____ GIVEN DATA
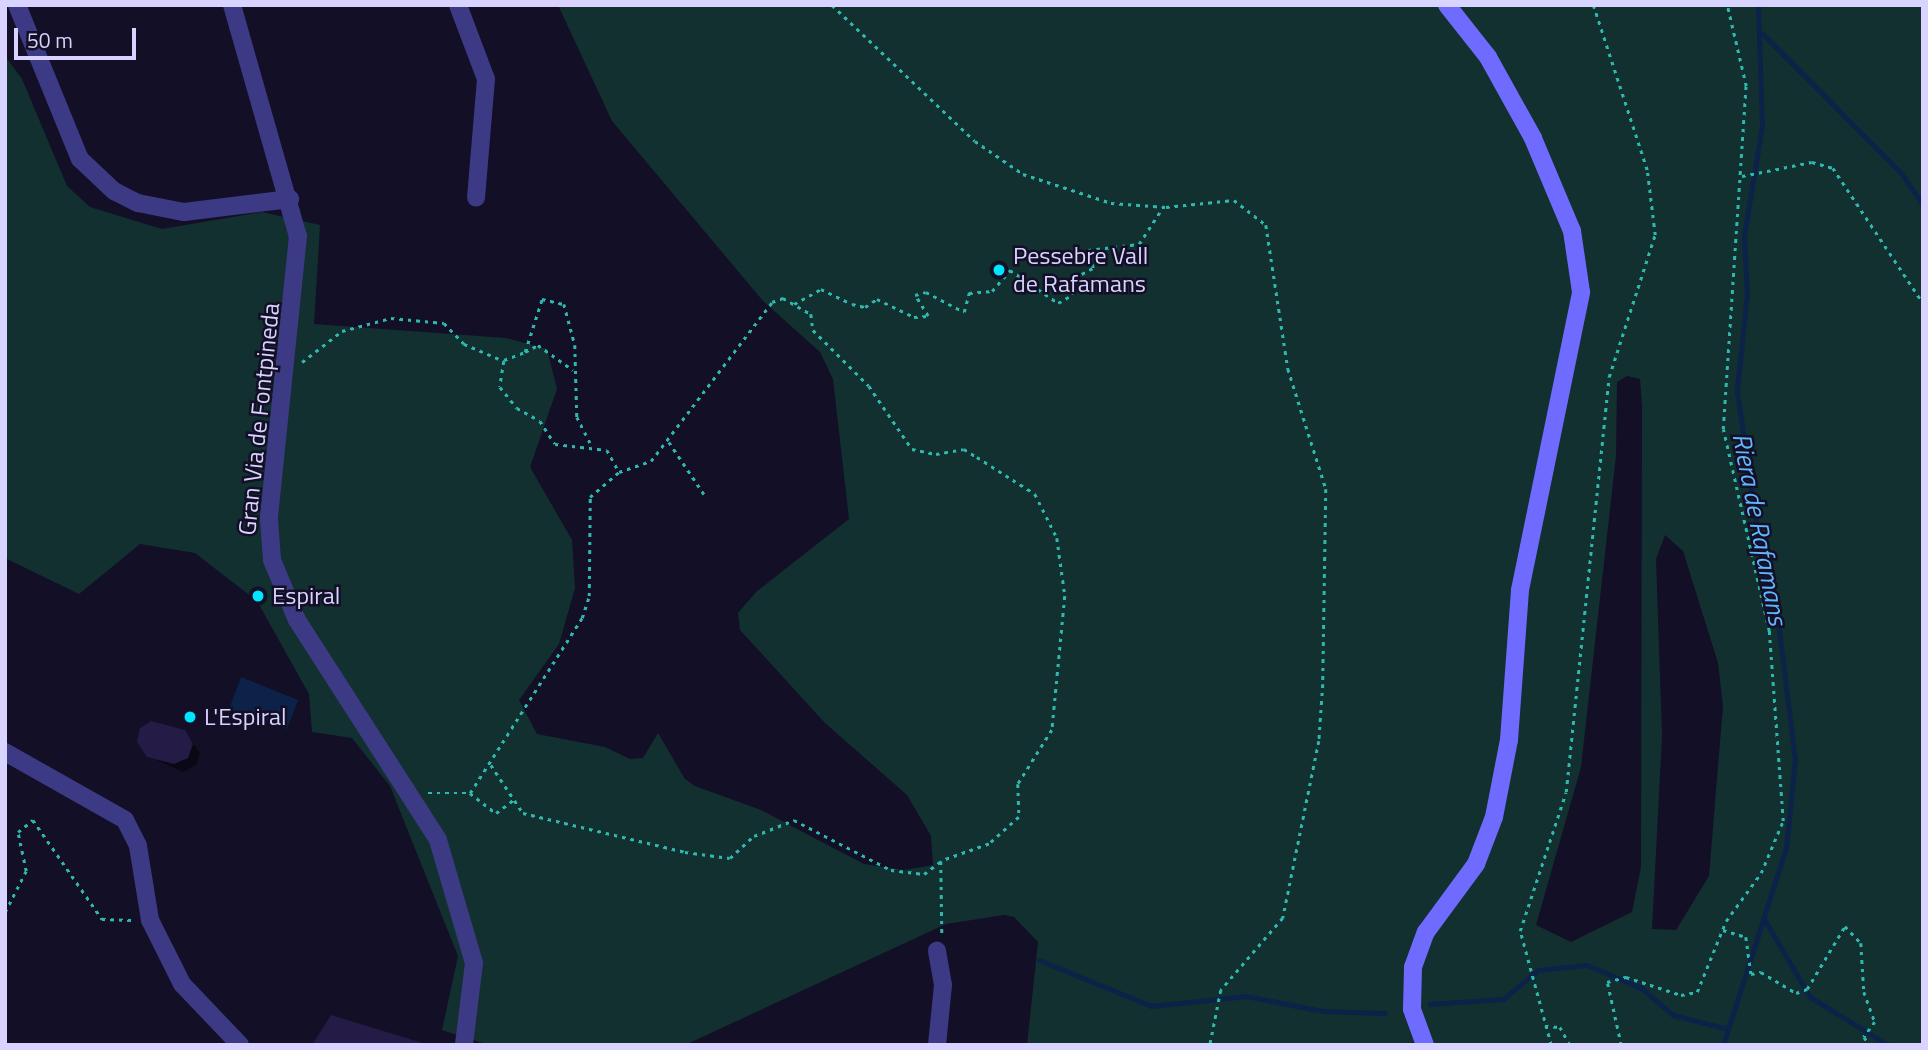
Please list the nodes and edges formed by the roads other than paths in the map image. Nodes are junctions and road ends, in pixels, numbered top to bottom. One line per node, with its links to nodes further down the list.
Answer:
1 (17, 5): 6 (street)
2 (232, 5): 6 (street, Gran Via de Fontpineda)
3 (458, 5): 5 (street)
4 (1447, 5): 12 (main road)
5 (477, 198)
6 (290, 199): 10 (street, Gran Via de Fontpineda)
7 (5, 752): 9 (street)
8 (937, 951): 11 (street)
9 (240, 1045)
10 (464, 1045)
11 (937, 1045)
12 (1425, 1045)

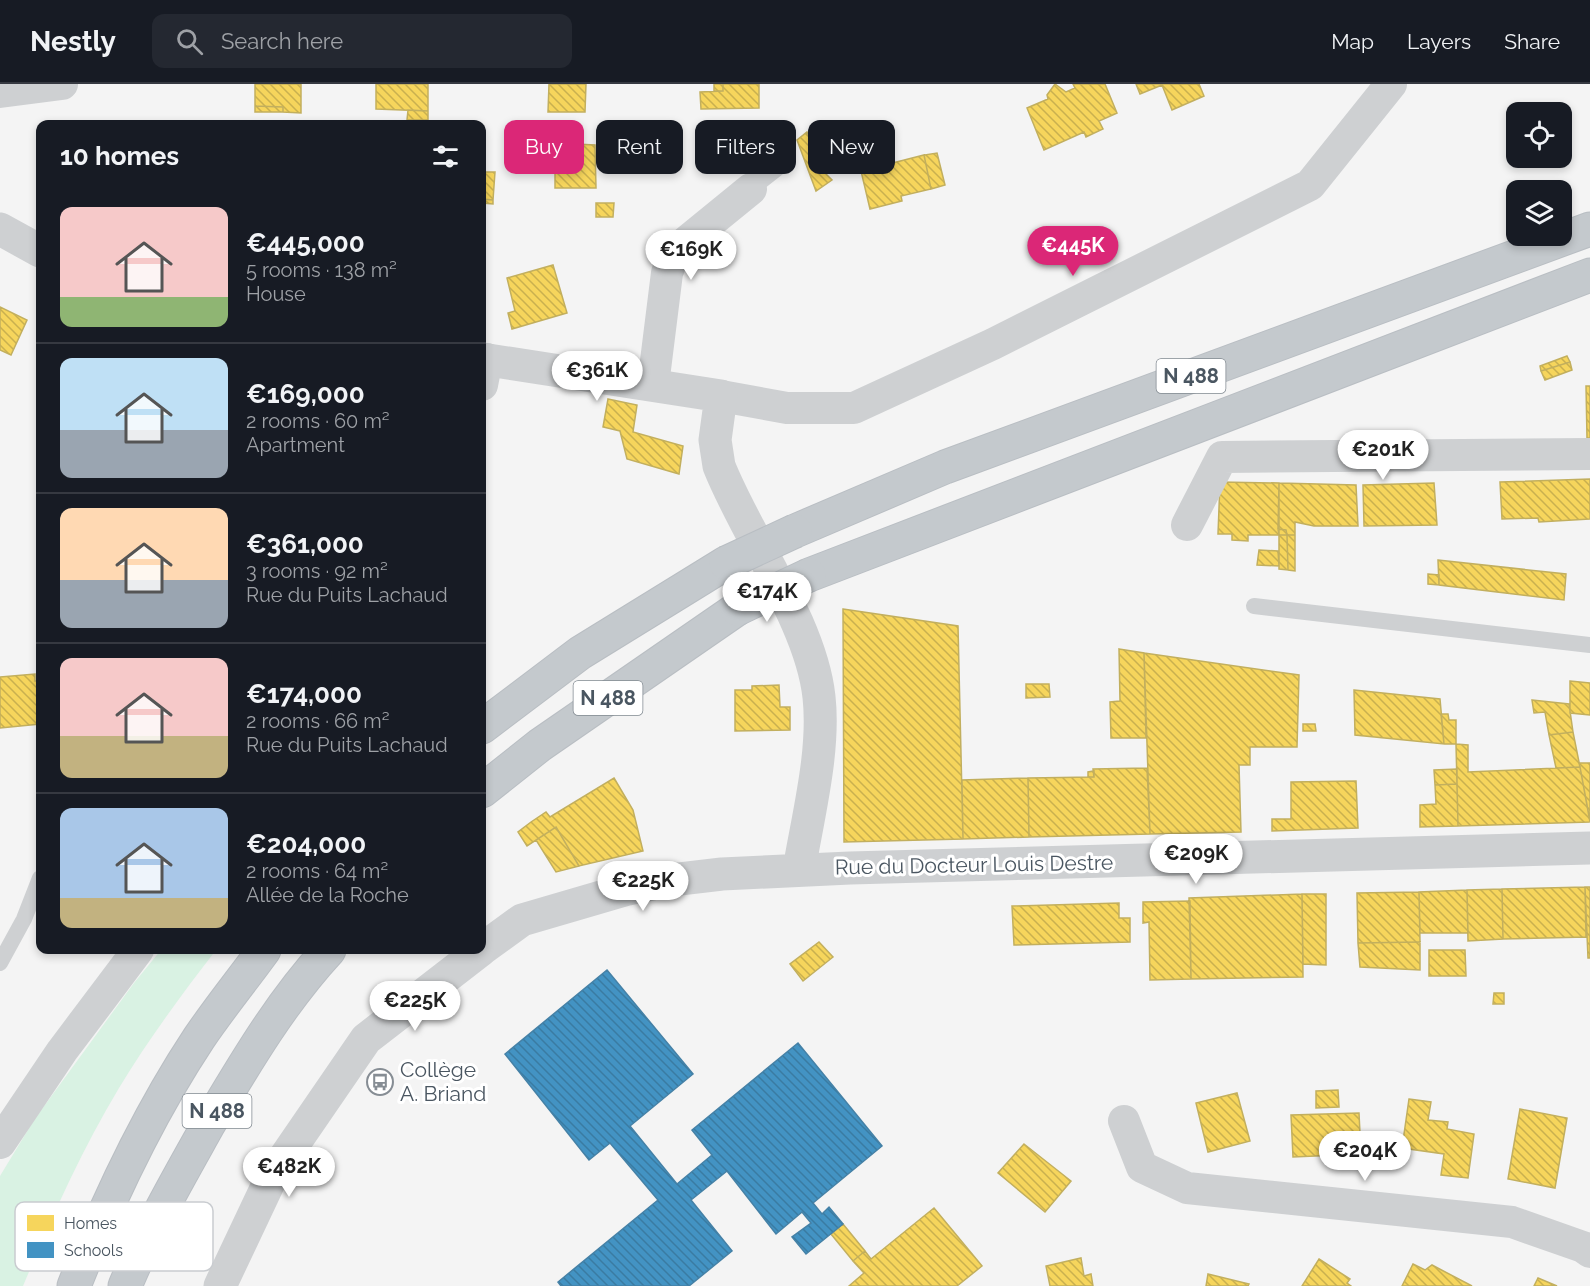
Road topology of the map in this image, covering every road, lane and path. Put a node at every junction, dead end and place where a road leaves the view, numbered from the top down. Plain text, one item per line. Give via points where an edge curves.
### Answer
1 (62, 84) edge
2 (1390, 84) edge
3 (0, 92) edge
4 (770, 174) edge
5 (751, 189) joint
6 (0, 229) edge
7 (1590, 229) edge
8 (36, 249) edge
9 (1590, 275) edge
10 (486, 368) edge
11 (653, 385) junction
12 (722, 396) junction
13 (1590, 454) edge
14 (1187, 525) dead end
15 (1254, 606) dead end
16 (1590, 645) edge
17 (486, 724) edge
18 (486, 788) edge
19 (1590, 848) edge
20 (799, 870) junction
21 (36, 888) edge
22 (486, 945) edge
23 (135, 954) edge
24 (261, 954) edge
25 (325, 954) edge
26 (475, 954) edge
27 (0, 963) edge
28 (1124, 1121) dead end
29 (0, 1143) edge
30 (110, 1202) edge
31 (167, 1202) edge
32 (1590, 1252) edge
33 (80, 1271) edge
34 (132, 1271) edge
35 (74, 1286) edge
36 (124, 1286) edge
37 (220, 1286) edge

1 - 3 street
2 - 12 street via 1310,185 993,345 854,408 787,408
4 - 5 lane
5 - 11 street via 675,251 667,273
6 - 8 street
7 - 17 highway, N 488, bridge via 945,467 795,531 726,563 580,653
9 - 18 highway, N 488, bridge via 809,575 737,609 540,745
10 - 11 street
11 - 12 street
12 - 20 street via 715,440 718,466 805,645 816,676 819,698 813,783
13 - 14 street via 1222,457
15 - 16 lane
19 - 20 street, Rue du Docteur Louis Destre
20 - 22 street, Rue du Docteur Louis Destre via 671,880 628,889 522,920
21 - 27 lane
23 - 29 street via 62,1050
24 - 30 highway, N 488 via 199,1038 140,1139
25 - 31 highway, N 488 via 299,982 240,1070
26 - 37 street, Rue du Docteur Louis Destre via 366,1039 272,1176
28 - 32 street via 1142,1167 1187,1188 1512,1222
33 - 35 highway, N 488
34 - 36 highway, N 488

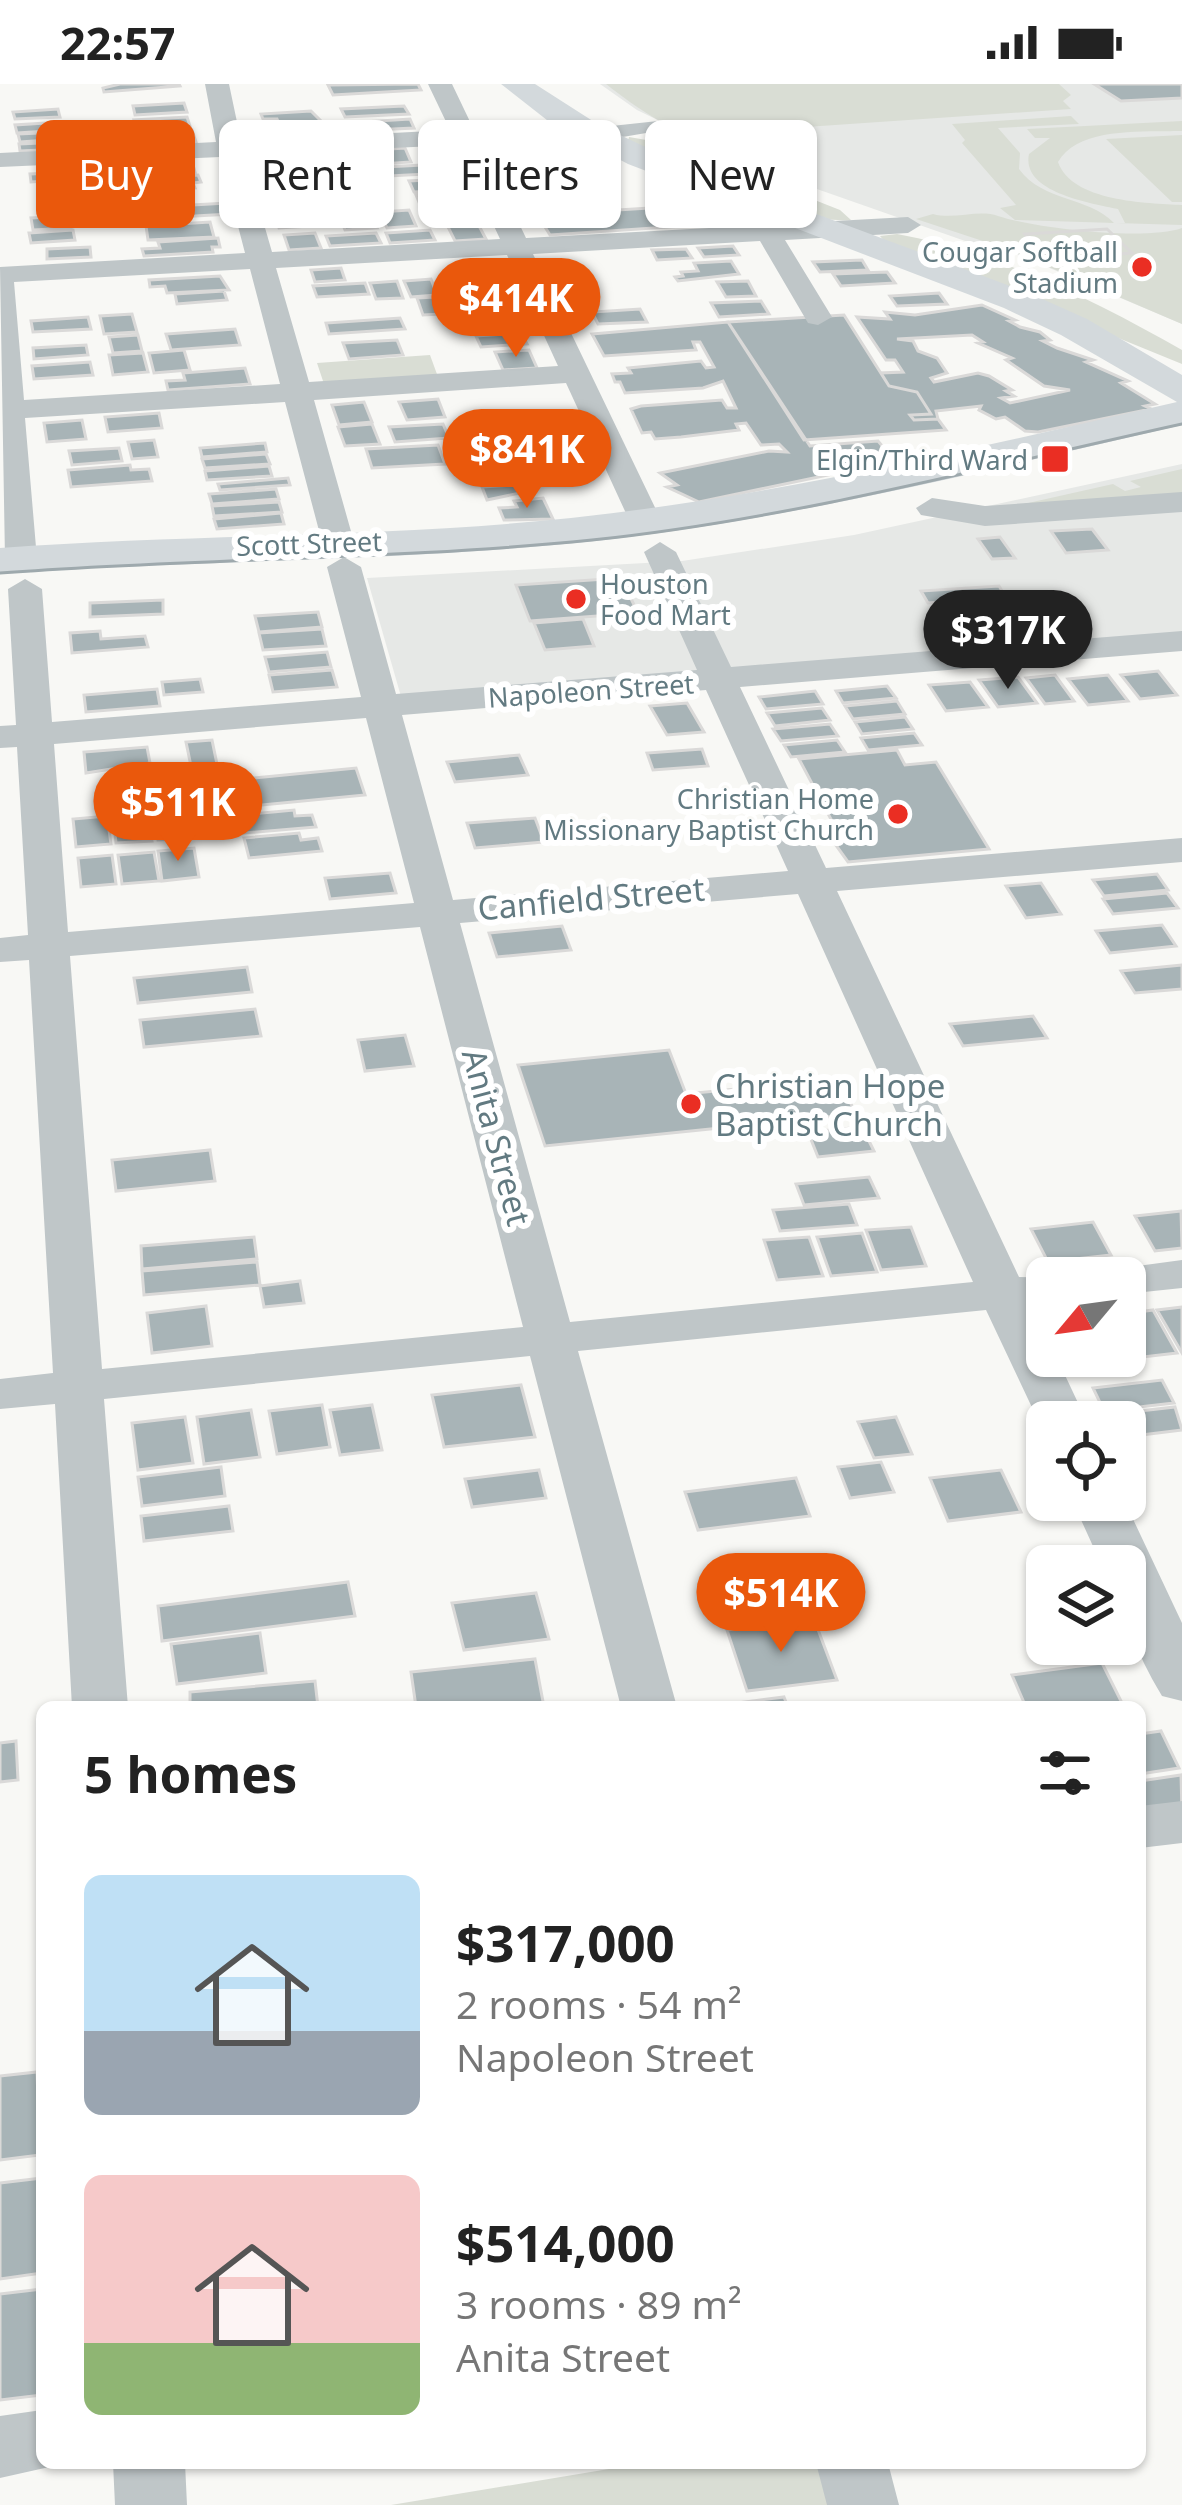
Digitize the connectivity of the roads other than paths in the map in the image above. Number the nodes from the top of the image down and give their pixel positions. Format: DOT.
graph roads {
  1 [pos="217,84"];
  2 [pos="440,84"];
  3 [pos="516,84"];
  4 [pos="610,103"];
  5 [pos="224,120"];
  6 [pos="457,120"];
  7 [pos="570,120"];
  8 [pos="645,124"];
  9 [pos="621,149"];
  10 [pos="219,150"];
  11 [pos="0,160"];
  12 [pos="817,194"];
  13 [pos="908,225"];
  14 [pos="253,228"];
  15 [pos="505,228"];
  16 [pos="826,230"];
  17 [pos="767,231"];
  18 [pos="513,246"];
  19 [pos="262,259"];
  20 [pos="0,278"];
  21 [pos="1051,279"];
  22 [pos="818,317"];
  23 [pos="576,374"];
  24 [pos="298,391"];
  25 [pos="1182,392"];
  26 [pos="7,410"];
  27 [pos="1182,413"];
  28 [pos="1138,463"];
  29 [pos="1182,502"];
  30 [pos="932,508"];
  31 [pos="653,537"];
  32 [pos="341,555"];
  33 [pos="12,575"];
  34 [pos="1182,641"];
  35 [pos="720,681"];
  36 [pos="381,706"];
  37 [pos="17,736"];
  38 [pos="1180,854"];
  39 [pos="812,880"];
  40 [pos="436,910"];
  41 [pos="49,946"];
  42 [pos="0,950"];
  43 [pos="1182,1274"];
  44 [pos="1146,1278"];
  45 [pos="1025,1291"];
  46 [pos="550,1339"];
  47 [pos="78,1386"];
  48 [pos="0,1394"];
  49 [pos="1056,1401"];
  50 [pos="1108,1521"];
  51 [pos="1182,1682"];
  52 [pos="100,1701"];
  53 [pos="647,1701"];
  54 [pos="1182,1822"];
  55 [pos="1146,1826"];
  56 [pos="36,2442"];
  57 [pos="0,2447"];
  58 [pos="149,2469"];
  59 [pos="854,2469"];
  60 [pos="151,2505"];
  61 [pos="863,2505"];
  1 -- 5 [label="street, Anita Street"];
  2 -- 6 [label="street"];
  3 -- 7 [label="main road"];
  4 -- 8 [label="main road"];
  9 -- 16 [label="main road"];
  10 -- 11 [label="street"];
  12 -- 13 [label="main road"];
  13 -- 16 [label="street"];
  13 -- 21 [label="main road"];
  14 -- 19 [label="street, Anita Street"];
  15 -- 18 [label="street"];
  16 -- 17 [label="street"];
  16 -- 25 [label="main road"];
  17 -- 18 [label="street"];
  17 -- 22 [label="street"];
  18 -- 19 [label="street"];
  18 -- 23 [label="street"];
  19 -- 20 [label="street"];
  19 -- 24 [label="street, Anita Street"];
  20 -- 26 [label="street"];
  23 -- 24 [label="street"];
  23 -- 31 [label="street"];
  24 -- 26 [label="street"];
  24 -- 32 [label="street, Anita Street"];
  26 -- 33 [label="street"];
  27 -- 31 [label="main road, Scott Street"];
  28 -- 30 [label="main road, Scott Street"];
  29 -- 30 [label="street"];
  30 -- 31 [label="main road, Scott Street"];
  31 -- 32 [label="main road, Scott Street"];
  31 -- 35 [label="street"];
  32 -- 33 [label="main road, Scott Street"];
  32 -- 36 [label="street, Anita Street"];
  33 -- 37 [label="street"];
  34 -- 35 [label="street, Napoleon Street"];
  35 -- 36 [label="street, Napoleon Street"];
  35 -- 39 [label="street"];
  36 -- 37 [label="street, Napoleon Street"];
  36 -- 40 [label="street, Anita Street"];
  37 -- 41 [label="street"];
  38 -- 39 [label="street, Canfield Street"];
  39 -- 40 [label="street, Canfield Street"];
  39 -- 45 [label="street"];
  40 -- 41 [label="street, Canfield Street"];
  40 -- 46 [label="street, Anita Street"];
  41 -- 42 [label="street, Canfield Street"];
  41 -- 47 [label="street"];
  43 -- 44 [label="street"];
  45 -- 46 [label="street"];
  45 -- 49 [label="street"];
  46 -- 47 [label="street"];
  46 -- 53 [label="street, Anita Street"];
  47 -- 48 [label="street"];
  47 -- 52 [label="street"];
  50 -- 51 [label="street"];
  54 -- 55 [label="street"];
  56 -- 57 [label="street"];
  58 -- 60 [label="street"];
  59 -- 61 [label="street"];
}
________
Provide an exact copy of only the lines from the beginning of the entries through the line containing "Road topology of", both ends included, with no pictures.

THE COMPLETED TASK
Please list the nodes and edges formed by the roads other than paths in the map image. Nodes are junctions and road ends, in pixels, numbered top to bottom. One line per node, with its links to nodes further down the list.
Answer:
1 (17, 5): 6 (street)
2 (232, 5): 6 (street, Gran Via de Fontpineda)
3 (458, 5): 5 (street)
4 (1447, 5): 12 (main road)
5 (477, 198)
6 (290, 199): 10 (street, Gran Via de Fontpineda)
7 (5, 752): 9 (street)
8 (937, 951): 11 (street)
9 (240, 1045)
10 (464, 1045)
11 (937, 1045)
12 (1425, 1045)

Road topology of the map in this image, covering every road, lane and path. Put a node at every junction, dead end and place where a road leaves the view, numbered from the top down. Plain text, one item per line. Give via points where an edge curves.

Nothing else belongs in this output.